As I bent at the waist, fully aware, and uncaring, that my 61-year-old unskinny ass was pointed at anyone who happened to walk by, I searched for treasure in the wet, rocky sand. Like a prospector of lore, I bent closer and closer to the rock and pebble fields, new to the beach since the winter King tides ate feet and feet and feet of sand for its winter meal. My prey: agates!
Yesterday was Sunday and I watched the motel parking lot across from our apartment begin to empty in late morning. It was checkout time and the shoebies were on their way back to the city and the beach was ours again. That meant fewer people, also bent at the waist, searching their section of the pebble caches.
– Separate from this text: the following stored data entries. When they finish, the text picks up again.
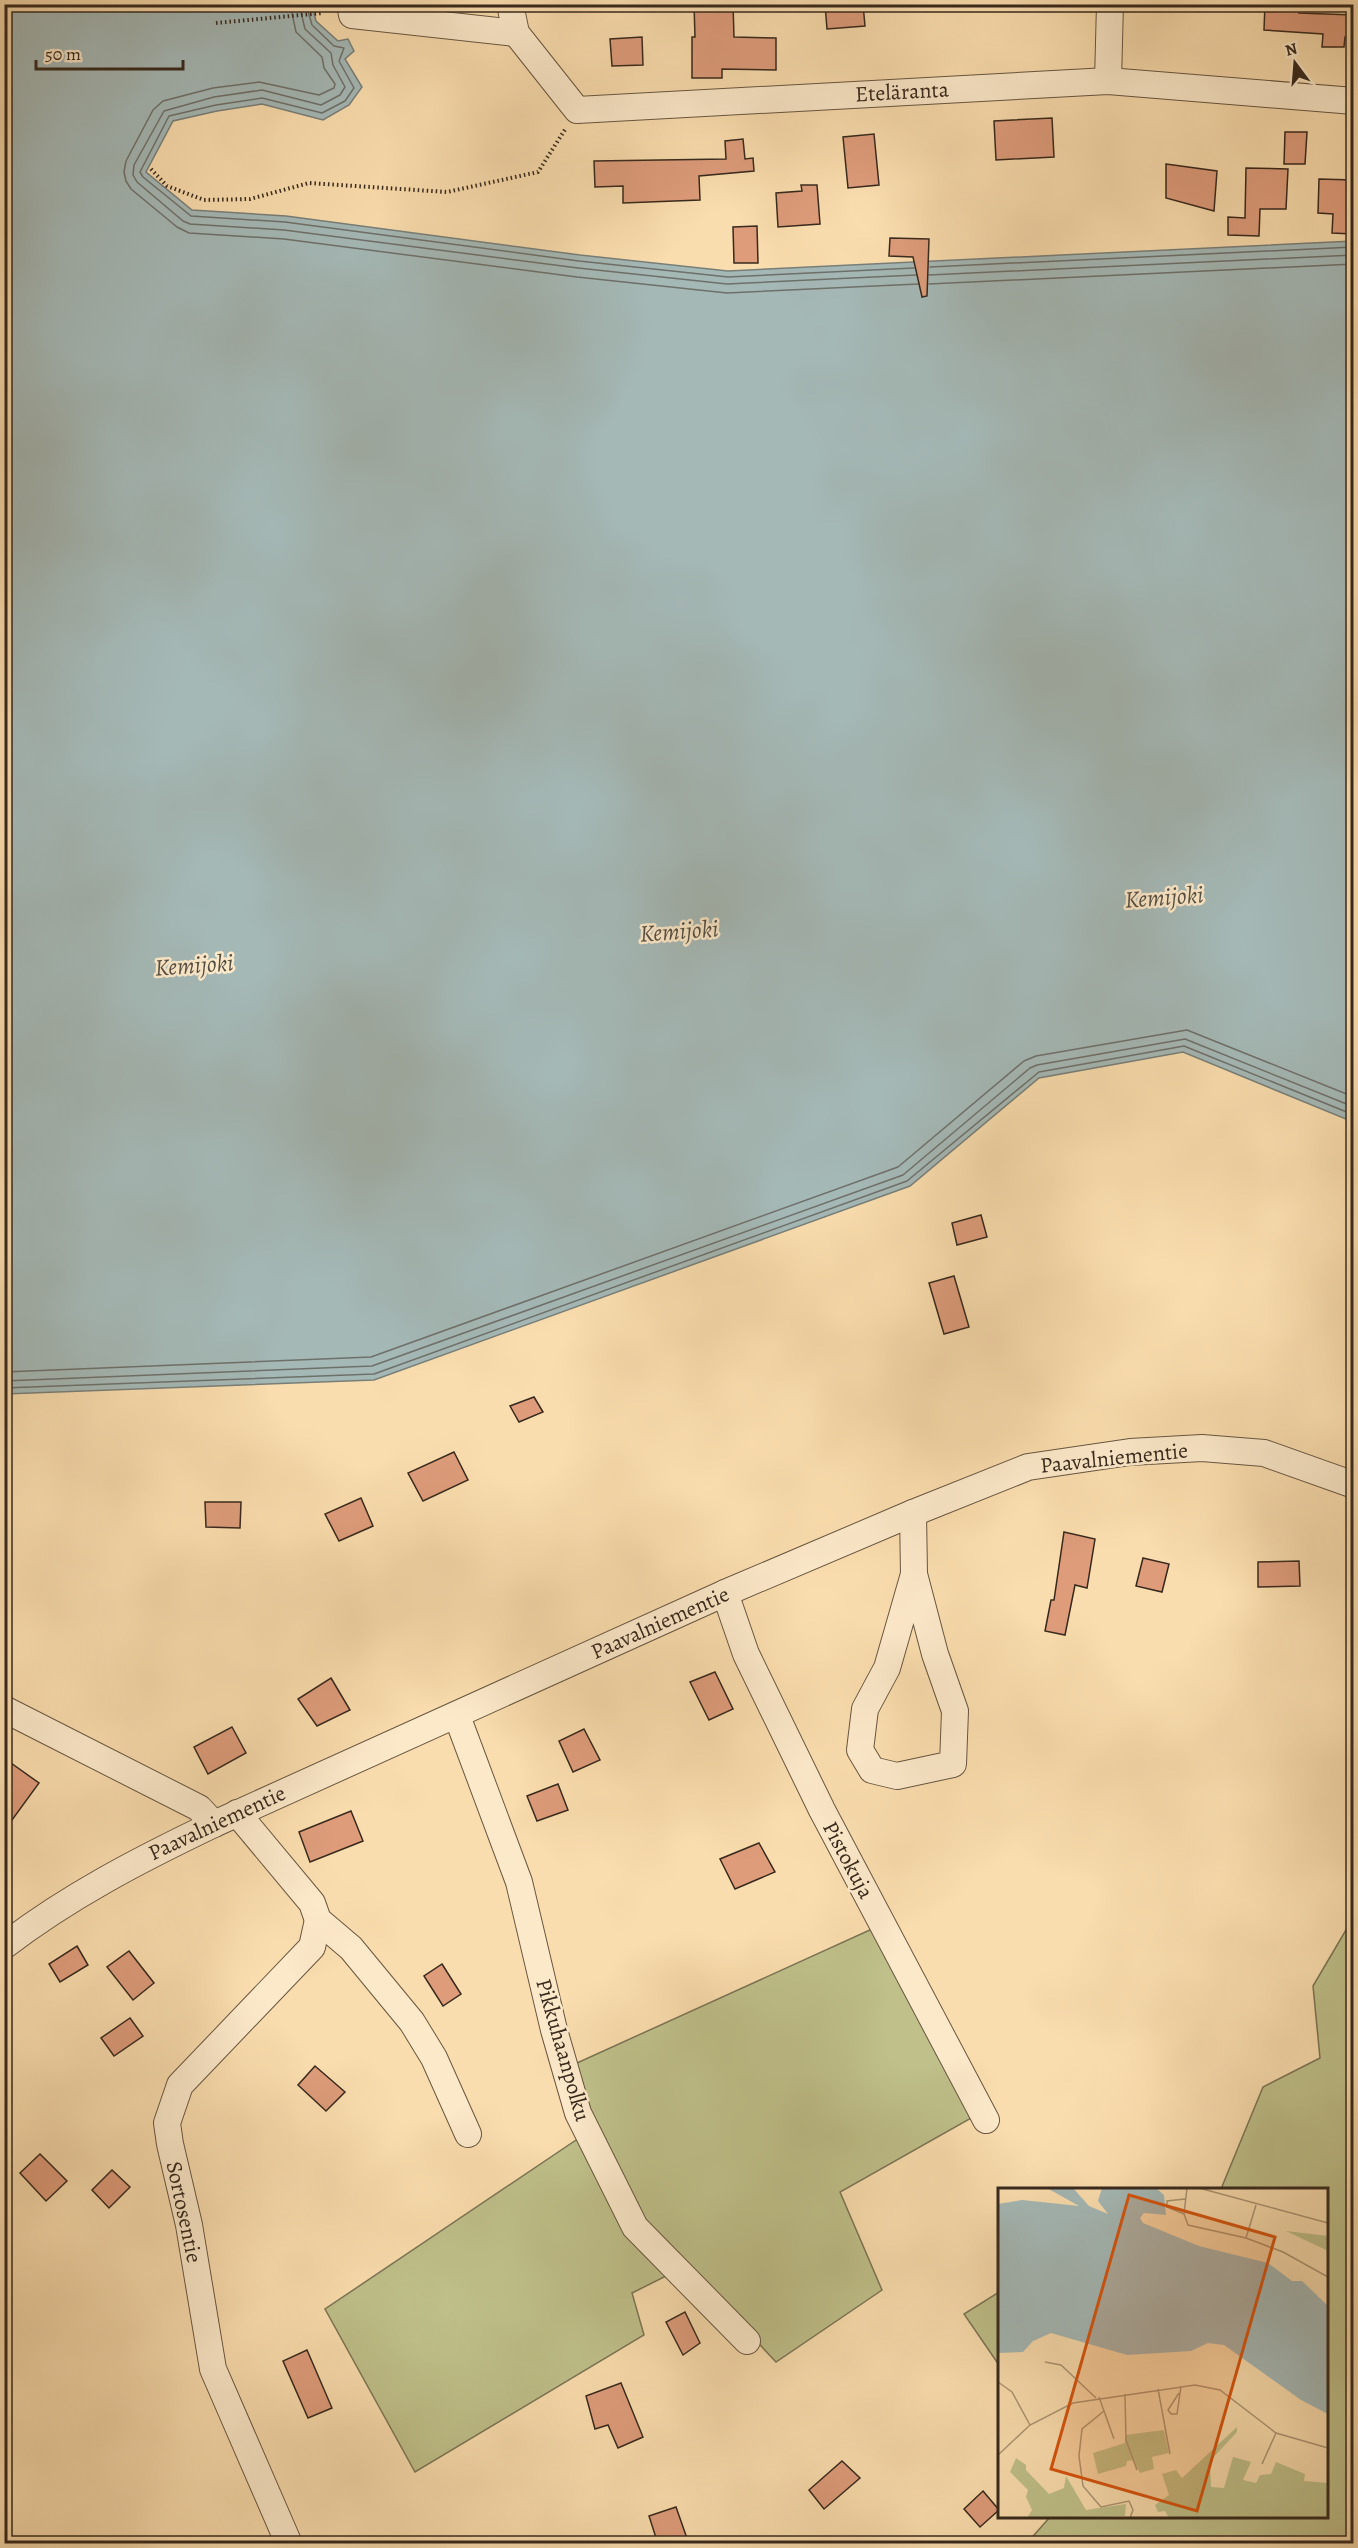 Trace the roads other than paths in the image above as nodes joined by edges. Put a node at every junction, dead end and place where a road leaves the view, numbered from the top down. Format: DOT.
graph roads {
  1 [pos="350,4"];
  2 [pos="510,4"];
  3 [pos="1110,4"];
  4 [pos="516,33"];
  5 [pos="1108,81"];
  6 [pos="1353,101"];
  7 [pos="1353,1485"];
  8 [pos="913,1513"];
  9 [pos="914,1574"];
  10 [pos="724,1593"];
  11 [pos="4,1709"];
  12 [pos="457,1716"];
  13 [pos="237,1813"];
  14 [pos="213,1824"];
  15 [pos="318,1920"];
  16 [pos="4,1946"];
  17 [pos="986,2120"];
  18 [pos="468,2134"];
  19 [pos="747,2341"];
  20 [pos="289,2544"];
  1 -- 4 [label="street"];
  2 -- 4 [label="street"];
  3 -- 5 [label="street"];
  4 -- 5 [label="street, Eteläranta"];
  5 -- 6 [label="street, Eteläranta"];
  7 -- 8 [label="street, Paavalniementie"];
  8 -- 9 [label="street"];
  8 -- 10 [label="street, Paavalniementie"];
  9 -- 9 [label="street"];
  10 -- 12 [label="street, Paavalniementie"];
  10 -- 17 [label="street, Pistokuja"];
  11 -- 14 [label="street"];
  12 -- 13 [label="street, Paavalniementie"];
  12 -- 19 [label="street, Pikkuhaanpolku"];
  13 -- 14 [label="street, Paavalniementie"];
  13 -- 15 [label="street"];
  14 -- 16 [label="street, Paavalniementie"];
  15 -- 18 [label="street"];
  15 -- 20 [label="street, Sortosentie"];
}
All the beachcombers and the walkers have been doing a good job of social distancing. While there’s always a mask in my pocket, I don’t often have to pull it out. Between the wind and the wide–open spaces on the Oregon coast, it’s fairly easy to enjoy the magnificence of the ocean and stay safe without a mask. Oregonians tend to be generally a friendly folk, so a few times during my prospecting some city searchers could not help but show me some of their treasures, getting a little closer than I usually tolerate in COVID-land. But their joy was so urgent that I oohed and awed at their finds, held in their outstretched hands, some of which were truly awe-inspiring and better than the wet, heavy loot weighing down my jacket pocket.
While the Oregon coast is public land, with no one able to claim the sand as off limits to others but their precious selves (uh, California, dude, so private, ur, for such a groovy state), I could sense that the bent-over agate searchers, at times, were feeling someone proprietary about their “claim” area. I did too. I just knew that the most translucent, biggest-ass agate was just waiting for my sharp brown eyes to zero in on it, my greedy fingers primed to pluck it off the sand before a wave could take it back to Nemo and friends. Mentally, I drew a little square around ‘my spot.’ But everyone stayed in their space. In other words, no agate claim-jumpers.
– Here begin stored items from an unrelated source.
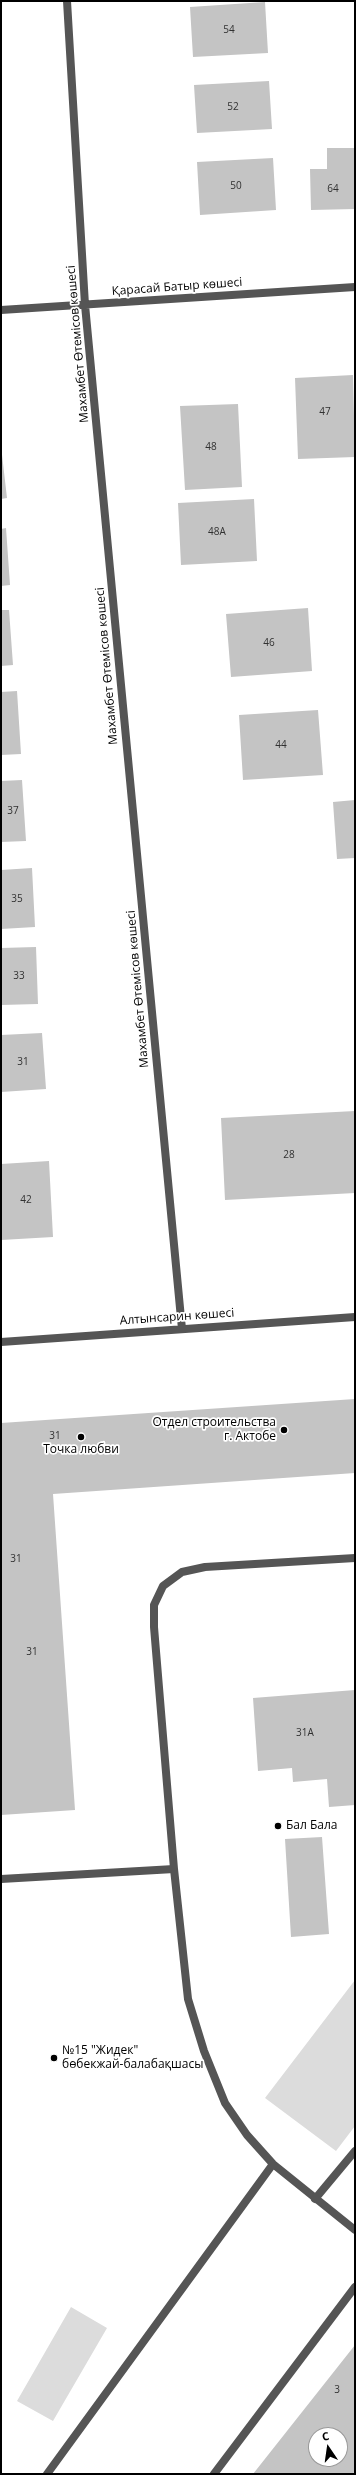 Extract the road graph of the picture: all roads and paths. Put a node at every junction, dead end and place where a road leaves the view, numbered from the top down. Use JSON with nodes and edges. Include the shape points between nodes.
{"nodes":[{"id":1,"x":67,"y":1,"type":"edge"},
{"id":2,"x":355,"y":287,"type":"edge"},
{"id":3,"x":86,"y":305,"type":"junction"},
{"id":4,"x":1,"y":310,"type":"edge"},
{"id":5,"x":355,"y":1317,"type":"edge"},
{"id":6,"x":182,"y":1329,"type":"junction"},
{"id":7,"x":1,"y":1342,"type":"edge"},
{"id":8,"x":355,"y":1558,"type":"edge"},
{"id":9,"x":174,"y":1869,"type":"junction"},
{"id":10,"x":1,"y":1879,"type":"edge"},
{"id":11,"x":355,"y":2151,"type":"edge"},
{"id":12,"x":272,"y":2164,"type":"junction"},
{"id":13,"x":315,"y":2199,"type":"junction"},
{"id":14,"x":355,"y":2230,"type":"edge"},
{"id":15,"x":355,"y":2287,"type":"edge"},
{"id":16,"x":47,"y":2474,"type":"edge"},
{"id":17,"x":214,"y":2474,"type":"edge"}],
"edges":[{"from":1,"to":3,"type":"street","name":"Махамбет Өтемісов көшесі"},
{"from":2,"to":3,"type":"street","name":"Қарасай Батыр көшесі"},
{"from":3,"to":4,"type":"street","name":"Қарасай Батыр көшесі"},
{"from":3,"to":6,"type":"street","name":"Махамбет Өтемісов көшесі"},
{"from":5,"to":6,"type":"street","name":"Алтынсарин көшесі"},
{"from":6,"to":7,"type":"street","name":"Алтынсарин көшесі"},
{"from":8,"to":9,"type":"street","via":[[206,1567],[182,1572],[163,1586],[154,1605],[154,1627]]},
{"from":9,"to":10,"type":"street"},
{"from":9,"to":12,"type":"street","via":[[188,1999],[204,2051],[225,2103],[247,2135]]},
{"from":11,"to":13,"type":"street"},
{"from":12,"to":13,"type":"street"},
{"from":12,"to":16,"type":"street"},
{"from":13,"to":14,"type":"street"},
{"from":15,"to":17,"type":"street"}]} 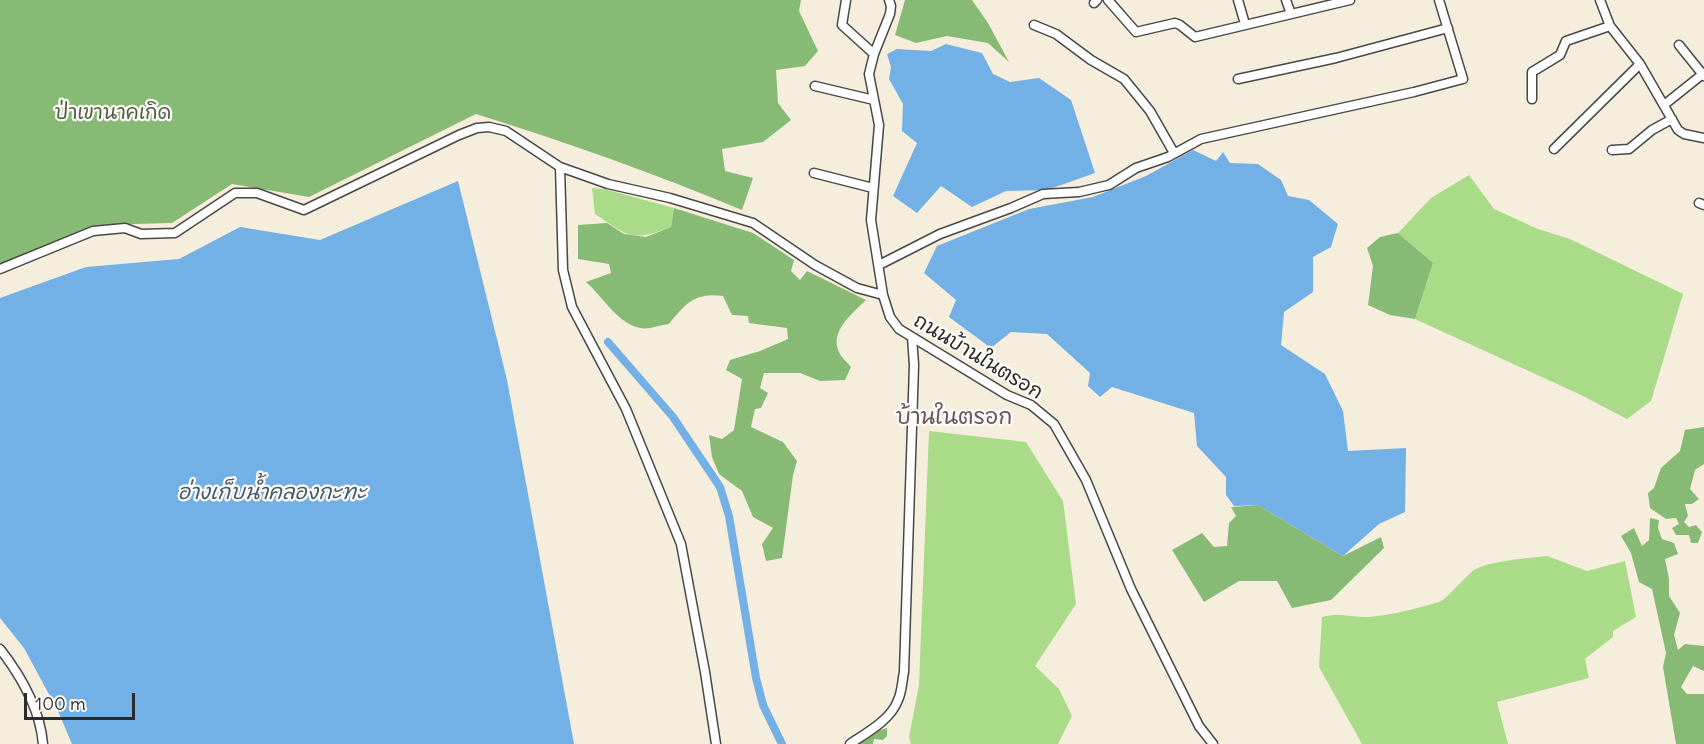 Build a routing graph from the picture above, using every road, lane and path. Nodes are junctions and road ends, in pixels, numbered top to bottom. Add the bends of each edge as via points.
1 (846, 0) edge
2 (889, 0) edge
3 (1108, 0) edge
4 (1238, 0) edge
5 (1286, 0) edge
6 (1439, 0) edge
7 (1600, 0) edge
8 (1345, 1) edge
9 (1291, 14) junction
10 (1245, 24) junction
11 (1034, 25) dead end
12 (1610, 26) junction
13 (1448, 28) junction
14 (1679, 45) dead end
15 (874, 54) junction
16 (1640, 64) junction
17 (1703, 75) edge
18 (1238, 79) dead end
19 (814, 86) dead end
20 (1532, 99) dead end
21 (874, 100) junction
22 (1664, 105) junction
23 (1672, 119) junction
24 (1704, 138) edge
25 (1554, 149) dead end
26 (1612, 150) dead end
27 (1174, 153) junction
28 (560, 167) junction
29 (814, 173) dead end
30 (873, 188) junction
31 (879, 266) junction
32 (0, 269) edge
33 (883, 295) junction
34 (912, 338) junction
35 (0, 649) edge
36 (43, 744) edge
37 (716, 744) edge
38 (850, 744) edge
39 (1213, 744) edge

1 - 15 street via 842,25
2 - 15 street, ถนนบ้านในตรอก via 890,15
3 - 10 street via 1136,32 1175,23 1195,37
4 - 10 street
5 - 9 street
6 - 13 street
7 - 12 street
8 - 9 street
9 - 10 street
11 - 27 street via 1056,34 1124,79 1150,111
12 - 16 street
12 - 20 street via 1566,41 1560,55 1532,72
13 - 18 street
13 - 27 street via 1463,79 1201,139
14 - 17 street
15 - 21 street, ถนนบ้านในตรอก via 869,74
16 - 22 street
16 - 25 street
17 - 22 street
19 - 21 street
21 - 30 street, ถนนบ้านในตรอก via 879,126
22 - 23 street
23 - 24 street via 1684,134
23 - 26 street via 1629,149
27 - 31 street via 1136,168 1109,185 1043,194 940,234
28 - 32 street via 506,131 477,128 304,210 257,193 235,193 175,233 141,234 125,228 93,231
28 - 33 street via 753,223 815,265 857,288
28 - 37 street via 562,270 572,307 626,410 681,544
29 - 30 street
30 - 31 street, ถนนบ้านในตรอก via 871,220
31 - 33 street, ถนนบ้านในตรอก
33 - 34 street, ถนนบ้านในตรอก via 890,317
34 - 38 street via 904,672 895,706
34 - 39 street, ถนนบ้านในตรอก via 1007,395 1031,405 1054,424 1086,480 1131,589 1199,726
35 - 36 street via 23,685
Although beach agates don’t have a lot of value (I saw $45 a lb on eBay for some that had been further shined up in rock polisher), that doesn’t deter the searchers. We search for the thrill of the find even more than the result of a shiny beach diamond that will rest for years in a glass jar or bowl in a windowsill. A good guess might be that the gold prospectors of the 1800s had some of that in them as well. If they didn’t, they would probably have been better at accumulating the wealth of their gold nuggets rather than spending the gold on flights of fancy, like whiskey, women and work tools. Forgotten in the thrill of the hunt were the wives and families waiting back in the east or mid-West for the oft promised riches to come and bail them out of poverty. Or maybe they forgot the businesses they were going to start with the gold, or the houses of their dreams they were going to build, or the idea of never having to work for someone else again, all gone. Poof! Blown away in a cloud of gold dust, swallowed in those last drops of whiskey in the bottle, screwed away in the last squeak of the springs in the houses of ill-repute.
Being searchers is part of being American in many ways. We are rarely happy with what we’ve been handed in life. We want a better life, a better house, a better job, a better government, a better spouse, a better tv, a better pizza, a better car, a better grocery store, a better drug (hey, Huey Lewis!), a better school, a better road, and now a better vaccine. We, the better-folk, became better innovators because of our better inclinations.
But when something better gets too damn better, then we get nervous. Cue up the growing nervousness about Amazon. They gave us what we wanted: a one-stop shop for every damn thing you could ever want. It moved from better to best-est in the whole wide world. But, gosh-o-golly, that’s now too much for the prospector-buyers. So is Amazon claim-jumping now? Is that why some folks have turned against them? They crossed the invisible line that they were supposed to stay in, breaking the unwritten rule of fair play?
The Husband and I use Amazon a lot. He is even more guilty than me (thank god) because he has prime. But then I use his phone to order my stuff. Bless me father, for I have sinned… But I also go to local book sellers, the local grocery store, the local candy store, the post office, the clothing store down the street, the hardware store, and the appliance center, because I also value the movement of buying local in small operations run by “Mom and Pop,” or sis and bro or whatever the single or combo ownership.
As a Gemini, I’m not inclined to be a this or that, black or white, only one choice type person. I’m comfortable with ordering from Amazon with one hand and perusing the local book shop shelves with the other, where the smell of old books and new fresh ones are a literary perfume that can’t be replaced. I don’t follow the zealot’s or the apostle’s choice of one or the other: evil if you use Amazon, holy if you only buy local.
Can we give each other a break, folks? We are so fucking strident right now it’s not only breaking our hearts and hurting our heads, it’s making us sick. How about a new theme song called, “Give each other a fucking break. Also known in Mama Bear-speak as, “Give each other the benefit of the doubt.”
The agate prospector doesn’t want your spot. They want to make a connection because they share the joy that you share. That simple search for the shiny pebble, and the chance that the best one of all is just rolling in under the next wave, is what Americans are searching for. Don’t kill the joy.
From Lady Proverbs, somewhere on the Oregon Coast.